(GIVEN RECORDS Opens)
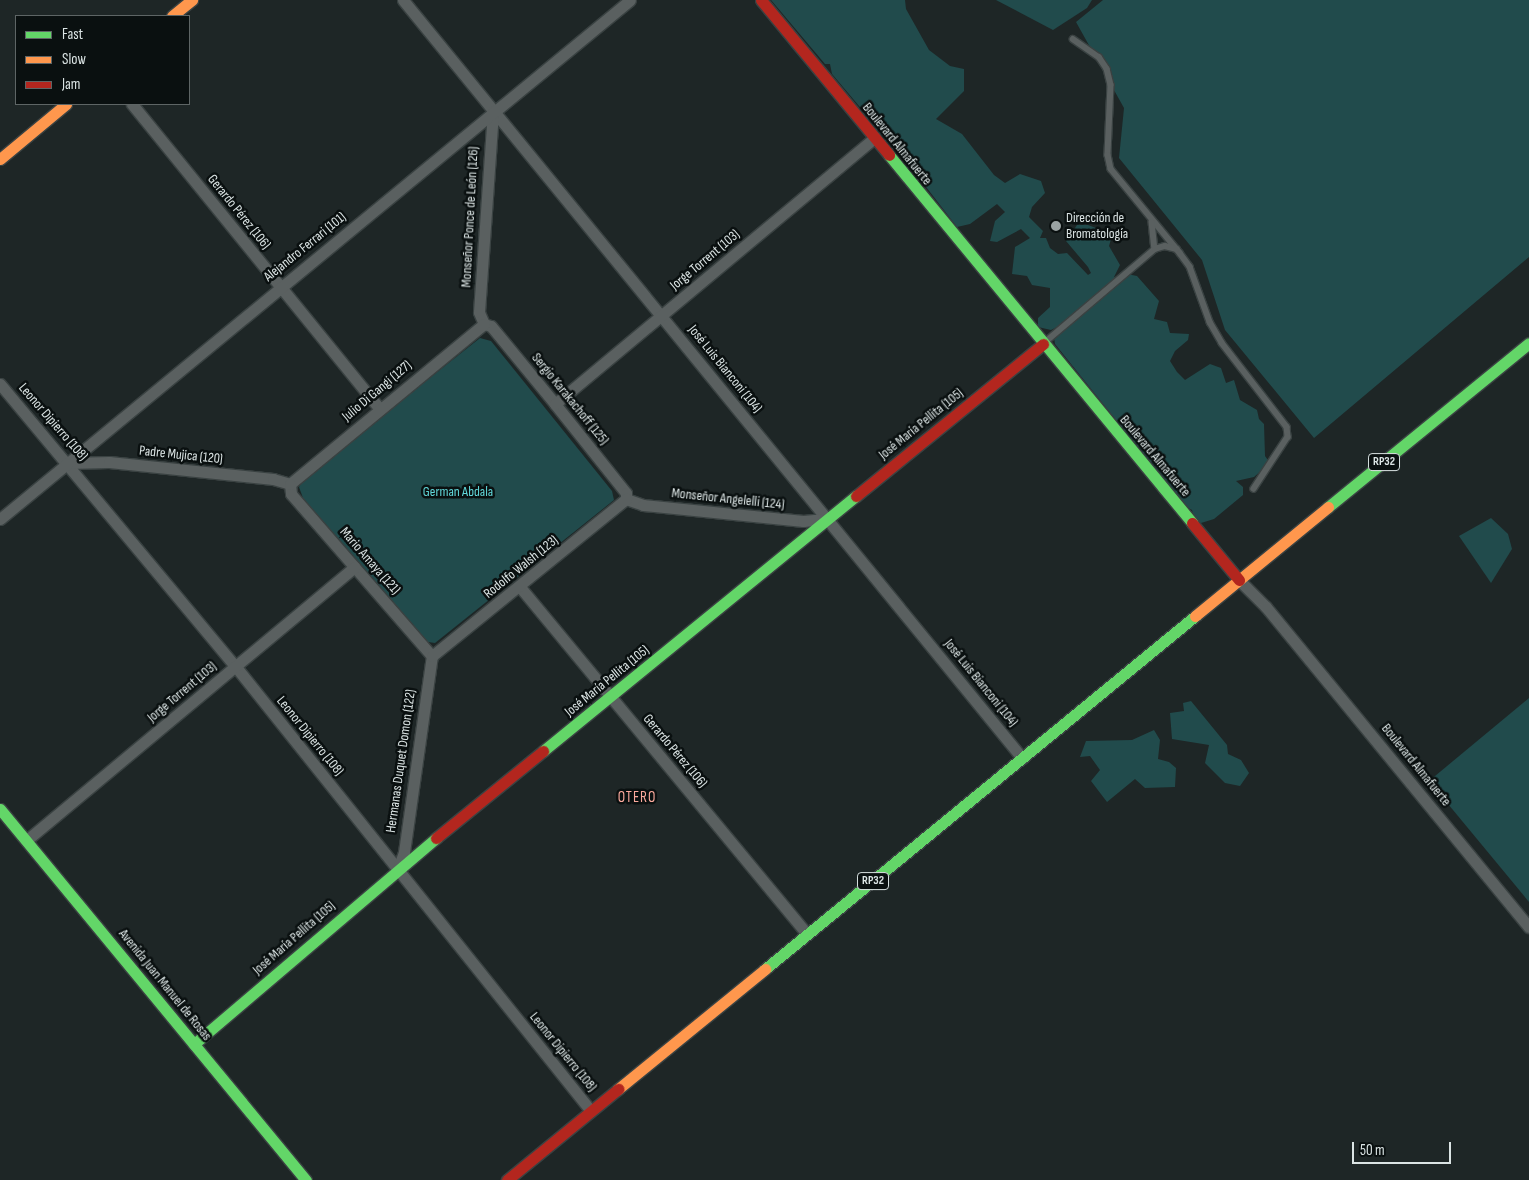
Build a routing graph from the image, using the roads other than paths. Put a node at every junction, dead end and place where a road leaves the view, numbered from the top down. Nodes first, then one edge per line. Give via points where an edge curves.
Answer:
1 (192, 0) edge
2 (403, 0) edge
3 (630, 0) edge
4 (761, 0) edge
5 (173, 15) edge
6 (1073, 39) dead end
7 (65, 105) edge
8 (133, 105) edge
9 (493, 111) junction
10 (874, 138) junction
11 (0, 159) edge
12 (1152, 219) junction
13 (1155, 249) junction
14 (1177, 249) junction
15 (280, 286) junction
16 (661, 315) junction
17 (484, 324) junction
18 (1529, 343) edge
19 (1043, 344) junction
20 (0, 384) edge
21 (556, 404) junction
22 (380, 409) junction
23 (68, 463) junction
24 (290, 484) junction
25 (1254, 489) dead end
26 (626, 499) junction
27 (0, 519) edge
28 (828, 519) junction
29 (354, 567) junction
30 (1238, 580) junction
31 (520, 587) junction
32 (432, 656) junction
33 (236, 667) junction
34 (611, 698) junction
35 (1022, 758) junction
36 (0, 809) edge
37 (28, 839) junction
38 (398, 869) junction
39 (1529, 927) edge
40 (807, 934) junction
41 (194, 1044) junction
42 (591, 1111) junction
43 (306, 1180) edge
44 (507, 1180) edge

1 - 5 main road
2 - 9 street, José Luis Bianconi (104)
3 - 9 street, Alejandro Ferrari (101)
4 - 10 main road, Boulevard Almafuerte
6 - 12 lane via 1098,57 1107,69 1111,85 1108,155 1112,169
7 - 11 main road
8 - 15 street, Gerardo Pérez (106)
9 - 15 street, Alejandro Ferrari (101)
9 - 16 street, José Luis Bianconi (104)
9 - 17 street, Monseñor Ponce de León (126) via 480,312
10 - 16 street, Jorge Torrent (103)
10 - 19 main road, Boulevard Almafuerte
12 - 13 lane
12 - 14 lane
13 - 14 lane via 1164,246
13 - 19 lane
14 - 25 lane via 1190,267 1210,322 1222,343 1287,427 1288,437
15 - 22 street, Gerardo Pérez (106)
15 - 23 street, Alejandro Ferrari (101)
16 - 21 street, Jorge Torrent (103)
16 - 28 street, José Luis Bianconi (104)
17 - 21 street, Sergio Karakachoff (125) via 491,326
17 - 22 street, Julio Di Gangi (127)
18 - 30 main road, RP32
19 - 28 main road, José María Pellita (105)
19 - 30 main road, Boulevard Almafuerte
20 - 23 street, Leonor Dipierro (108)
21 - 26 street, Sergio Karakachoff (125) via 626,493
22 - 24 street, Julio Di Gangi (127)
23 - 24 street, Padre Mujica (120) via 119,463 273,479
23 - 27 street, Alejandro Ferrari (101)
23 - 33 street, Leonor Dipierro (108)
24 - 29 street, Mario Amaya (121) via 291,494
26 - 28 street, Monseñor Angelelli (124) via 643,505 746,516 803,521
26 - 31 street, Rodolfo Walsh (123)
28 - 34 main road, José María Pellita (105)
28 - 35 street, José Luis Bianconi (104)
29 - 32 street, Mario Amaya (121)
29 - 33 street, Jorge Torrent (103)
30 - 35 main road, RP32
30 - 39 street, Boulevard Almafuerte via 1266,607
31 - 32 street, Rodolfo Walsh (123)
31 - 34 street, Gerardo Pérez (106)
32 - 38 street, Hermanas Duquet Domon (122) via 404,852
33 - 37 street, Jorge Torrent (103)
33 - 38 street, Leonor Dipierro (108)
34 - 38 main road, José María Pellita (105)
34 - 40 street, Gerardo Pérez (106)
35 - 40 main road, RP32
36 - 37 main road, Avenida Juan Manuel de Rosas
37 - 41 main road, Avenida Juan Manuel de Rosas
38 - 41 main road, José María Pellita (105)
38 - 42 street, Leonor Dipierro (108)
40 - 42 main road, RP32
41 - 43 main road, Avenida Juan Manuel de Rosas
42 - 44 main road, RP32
(GIVEN RECORDS Closes)
(GIVEN RECORDS Opens)
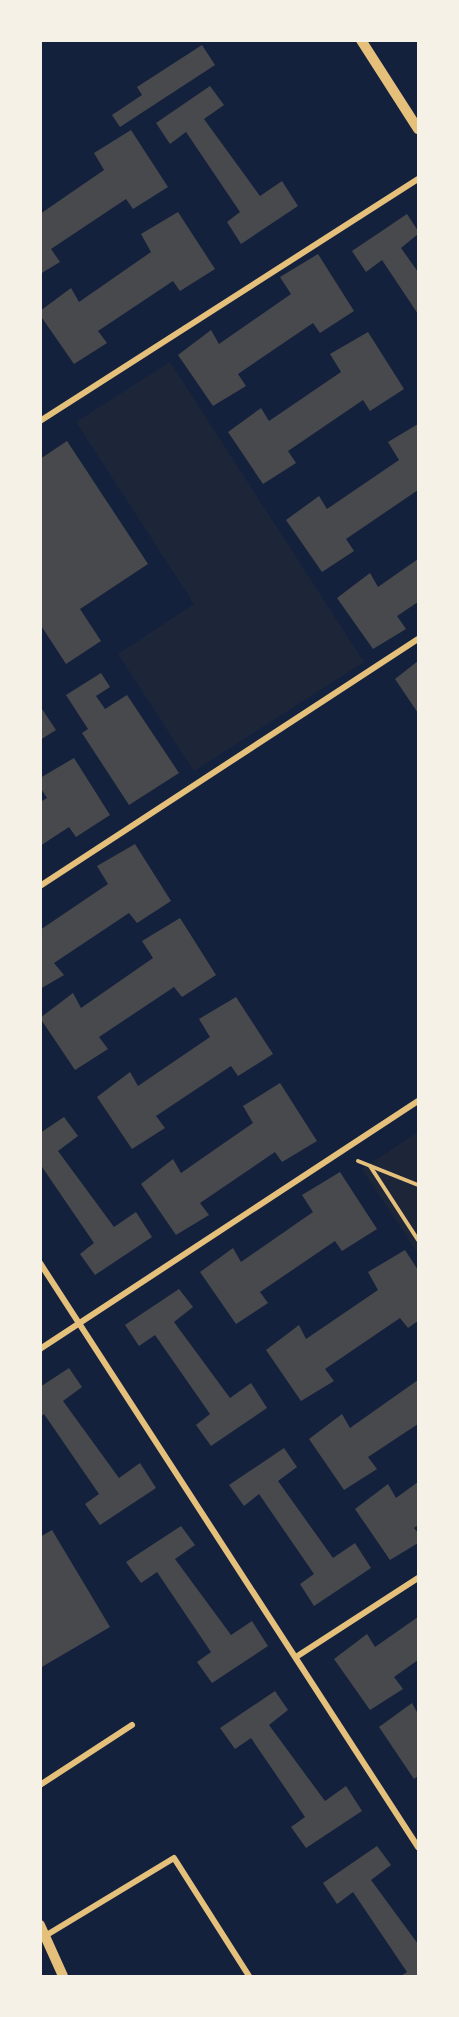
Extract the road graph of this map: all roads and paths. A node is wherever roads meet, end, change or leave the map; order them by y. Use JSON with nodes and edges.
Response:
(GIVEN RECORDS Closes)
■ **WHAT TO WORK ON**
Pull out every line of the entries that includes the word "roads".

■ **SOLVED PROBLEM**
Build a routing graph from the image, using the roads other than paths. Put a node at every junction, dead end and place where a road leaves the view, numbered from the top down. Nodes first, then one edge per line. Give via points where an edge curves.
Extract the road graph of this map: all roads and paths. A node is wherever roads meet, end, change or leave the map; order them by y. Use JSON with nodes and edges.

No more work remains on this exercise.